* [AIM OF THE TASK]
Every line in the entries where "this" is found should be copied.

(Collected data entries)
________________

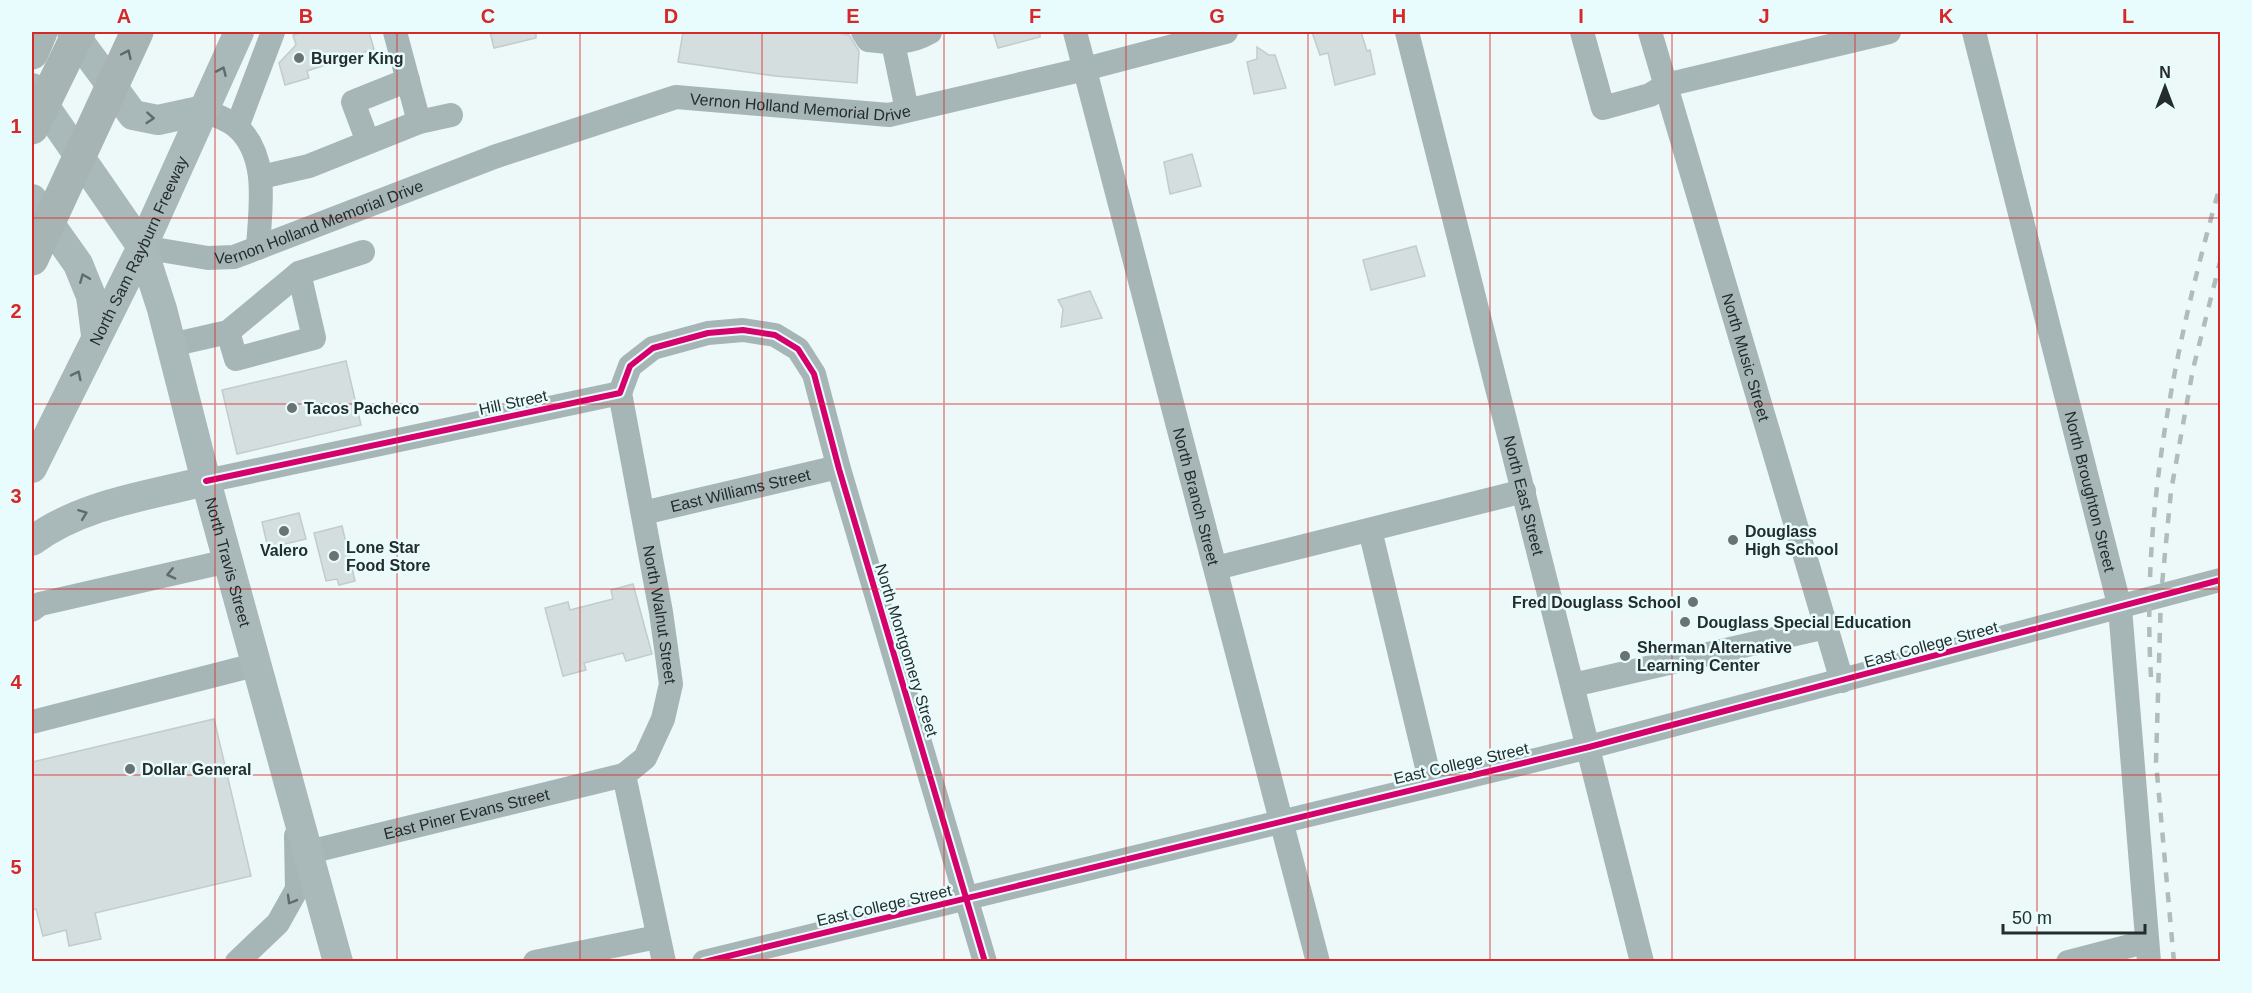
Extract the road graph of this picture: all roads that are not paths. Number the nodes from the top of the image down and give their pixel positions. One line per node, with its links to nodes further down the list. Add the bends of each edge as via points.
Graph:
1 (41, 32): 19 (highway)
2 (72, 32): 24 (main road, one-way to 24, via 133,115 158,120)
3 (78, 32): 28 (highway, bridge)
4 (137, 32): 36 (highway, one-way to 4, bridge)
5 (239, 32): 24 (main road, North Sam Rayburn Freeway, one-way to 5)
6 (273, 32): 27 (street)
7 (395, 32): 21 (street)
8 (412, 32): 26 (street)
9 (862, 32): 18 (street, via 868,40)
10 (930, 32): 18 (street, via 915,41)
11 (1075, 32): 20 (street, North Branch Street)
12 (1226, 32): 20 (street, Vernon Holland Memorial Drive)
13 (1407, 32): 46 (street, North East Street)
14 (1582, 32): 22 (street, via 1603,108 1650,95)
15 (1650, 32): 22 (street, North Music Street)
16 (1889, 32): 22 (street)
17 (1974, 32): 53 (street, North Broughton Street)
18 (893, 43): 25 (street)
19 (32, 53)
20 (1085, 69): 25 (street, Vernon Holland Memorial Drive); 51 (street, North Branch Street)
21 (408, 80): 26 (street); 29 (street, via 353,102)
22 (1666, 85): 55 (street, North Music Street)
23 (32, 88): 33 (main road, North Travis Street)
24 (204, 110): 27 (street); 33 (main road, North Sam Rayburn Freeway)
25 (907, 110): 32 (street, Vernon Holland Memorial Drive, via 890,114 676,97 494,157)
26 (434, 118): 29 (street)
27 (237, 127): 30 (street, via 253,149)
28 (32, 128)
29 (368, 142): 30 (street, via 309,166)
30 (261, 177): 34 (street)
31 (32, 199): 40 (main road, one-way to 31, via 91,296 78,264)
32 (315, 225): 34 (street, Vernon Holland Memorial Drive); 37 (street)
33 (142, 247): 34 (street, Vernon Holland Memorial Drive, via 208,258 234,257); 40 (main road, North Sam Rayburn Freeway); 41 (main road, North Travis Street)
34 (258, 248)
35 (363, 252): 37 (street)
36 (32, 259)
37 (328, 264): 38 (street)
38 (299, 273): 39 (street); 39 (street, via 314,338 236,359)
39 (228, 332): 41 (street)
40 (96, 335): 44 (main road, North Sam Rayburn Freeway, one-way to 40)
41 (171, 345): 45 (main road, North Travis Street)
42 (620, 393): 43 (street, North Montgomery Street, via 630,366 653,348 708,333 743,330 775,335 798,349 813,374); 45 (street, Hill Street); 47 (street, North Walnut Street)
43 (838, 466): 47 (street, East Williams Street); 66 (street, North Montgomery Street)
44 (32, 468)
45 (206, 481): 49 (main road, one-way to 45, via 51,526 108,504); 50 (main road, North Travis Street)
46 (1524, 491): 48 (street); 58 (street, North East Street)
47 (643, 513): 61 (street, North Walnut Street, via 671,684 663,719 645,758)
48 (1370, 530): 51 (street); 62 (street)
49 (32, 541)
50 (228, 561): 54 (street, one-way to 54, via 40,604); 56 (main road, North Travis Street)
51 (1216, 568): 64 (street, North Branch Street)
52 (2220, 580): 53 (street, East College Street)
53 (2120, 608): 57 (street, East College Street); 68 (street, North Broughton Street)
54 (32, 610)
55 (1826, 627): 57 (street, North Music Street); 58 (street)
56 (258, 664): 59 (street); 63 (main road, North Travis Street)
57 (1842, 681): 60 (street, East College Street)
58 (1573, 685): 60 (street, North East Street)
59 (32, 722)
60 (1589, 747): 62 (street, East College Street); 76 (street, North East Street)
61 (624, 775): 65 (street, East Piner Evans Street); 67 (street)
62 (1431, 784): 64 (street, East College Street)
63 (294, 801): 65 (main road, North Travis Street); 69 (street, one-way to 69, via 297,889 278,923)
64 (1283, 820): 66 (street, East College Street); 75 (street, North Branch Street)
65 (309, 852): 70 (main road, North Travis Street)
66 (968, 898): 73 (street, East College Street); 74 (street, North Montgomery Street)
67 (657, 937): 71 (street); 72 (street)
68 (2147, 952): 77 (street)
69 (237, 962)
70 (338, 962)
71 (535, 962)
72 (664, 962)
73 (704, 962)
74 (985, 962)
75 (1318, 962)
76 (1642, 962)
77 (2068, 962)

________________

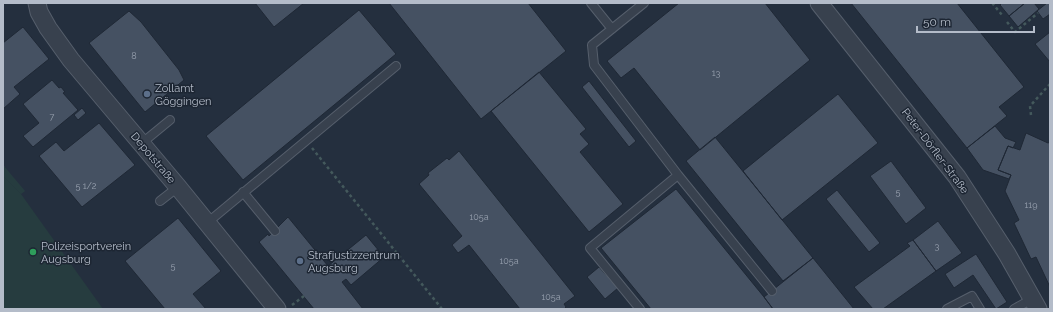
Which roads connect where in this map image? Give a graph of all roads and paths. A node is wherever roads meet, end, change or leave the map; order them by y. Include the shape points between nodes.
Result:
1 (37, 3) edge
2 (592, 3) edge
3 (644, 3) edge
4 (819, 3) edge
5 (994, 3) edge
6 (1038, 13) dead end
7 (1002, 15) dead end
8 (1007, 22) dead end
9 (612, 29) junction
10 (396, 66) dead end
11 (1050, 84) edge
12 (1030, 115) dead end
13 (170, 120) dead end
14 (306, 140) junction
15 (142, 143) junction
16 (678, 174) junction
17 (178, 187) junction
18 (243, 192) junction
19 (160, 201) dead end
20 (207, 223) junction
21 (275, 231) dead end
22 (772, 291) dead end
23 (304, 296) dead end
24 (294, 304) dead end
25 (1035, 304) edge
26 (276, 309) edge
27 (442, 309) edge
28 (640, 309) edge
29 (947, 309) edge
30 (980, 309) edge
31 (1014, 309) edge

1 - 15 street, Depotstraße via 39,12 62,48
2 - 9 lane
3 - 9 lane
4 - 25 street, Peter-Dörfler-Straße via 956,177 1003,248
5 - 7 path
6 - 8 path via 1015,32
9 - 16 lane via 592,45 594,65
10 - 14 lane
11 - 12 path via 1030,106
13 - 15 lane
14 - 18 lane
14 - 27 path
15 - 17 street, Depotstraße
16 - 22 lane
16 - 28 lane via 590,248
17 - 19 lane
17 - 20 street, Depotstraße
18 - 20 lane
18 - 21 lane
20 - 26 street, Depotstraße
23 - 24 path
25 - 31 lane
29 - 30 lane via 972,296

________________

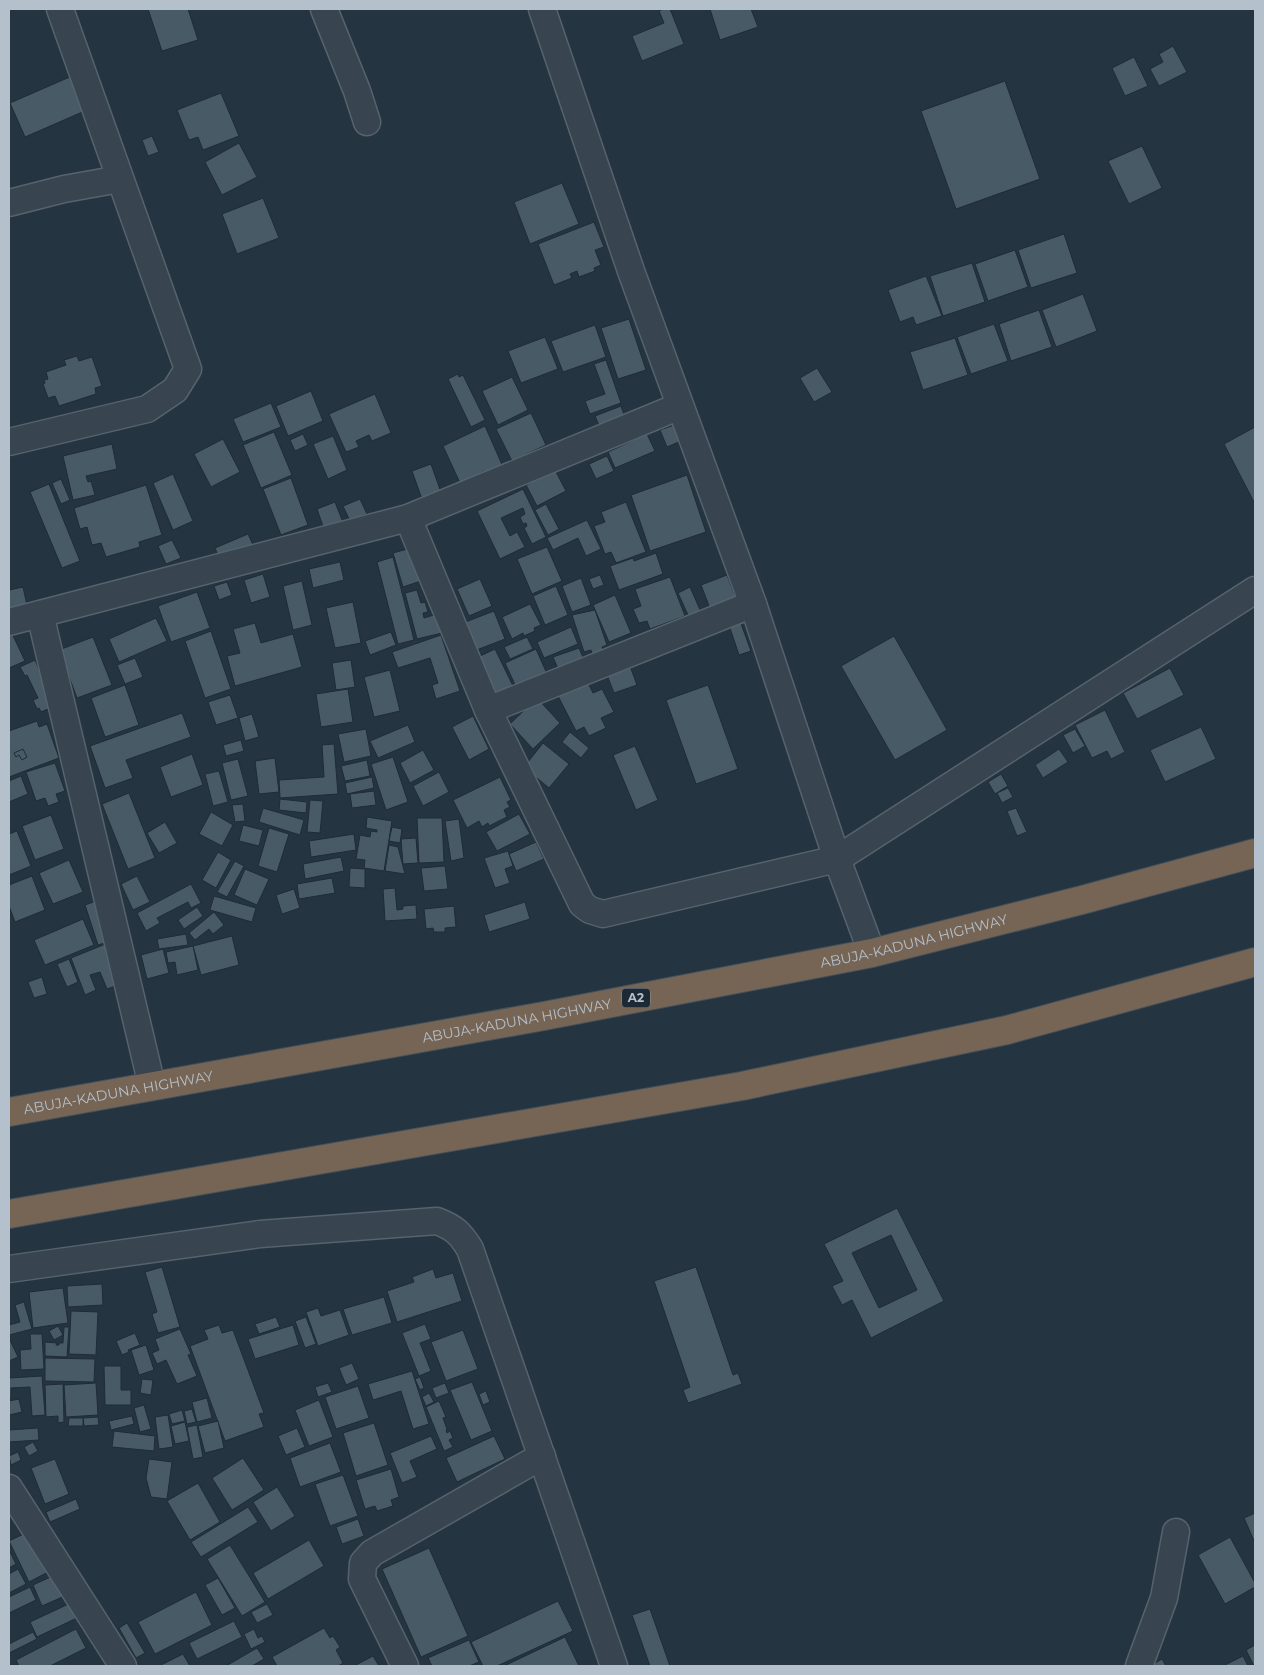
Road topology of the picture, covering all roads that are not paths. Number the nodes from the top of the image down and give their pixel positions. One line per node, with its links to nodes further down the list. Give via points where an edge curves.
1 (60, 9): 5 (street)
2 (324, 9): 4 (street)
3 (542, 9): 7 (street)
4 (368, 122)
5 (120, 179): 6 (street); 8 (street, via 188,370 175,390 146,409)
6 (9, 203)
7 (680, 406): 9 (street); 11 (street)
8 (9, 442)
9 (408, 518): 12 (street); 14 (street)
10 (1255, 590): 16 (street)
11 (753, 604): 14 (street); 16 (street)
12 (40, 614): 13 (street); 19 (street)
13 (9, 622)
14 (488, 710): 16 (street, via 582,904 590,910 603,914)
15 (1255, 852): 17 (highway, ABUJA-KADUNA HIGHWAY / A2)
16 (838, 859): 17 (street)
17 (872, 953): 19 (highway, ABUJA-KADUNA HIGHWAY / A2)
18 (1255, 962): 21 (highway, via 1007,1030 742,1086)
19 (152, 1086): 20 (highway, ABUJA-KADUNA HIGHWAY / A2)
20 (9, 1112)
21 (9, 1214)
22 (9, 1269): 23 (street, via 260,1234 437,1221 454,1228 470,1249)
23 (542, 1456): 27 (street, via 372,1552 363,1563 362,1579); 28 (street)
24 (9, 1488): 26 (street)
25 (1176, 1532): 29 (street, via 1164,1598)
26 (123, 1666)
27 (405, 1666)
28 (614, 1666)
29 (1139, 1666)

________________

* [YOUR SOLUTION]
Extract the road graph of this picture: all roads that are not paths. Number the nodes from the top of the image down and give their pixel positions. One line per node, with its links to nodes further down the list. Add the bends of each edge as via points.
Which roads connect where in this map image? Give a graph of all roads and paths. A node is wherever roads meet, end, change or leave the map; order them by y. Include the shape points between nodes.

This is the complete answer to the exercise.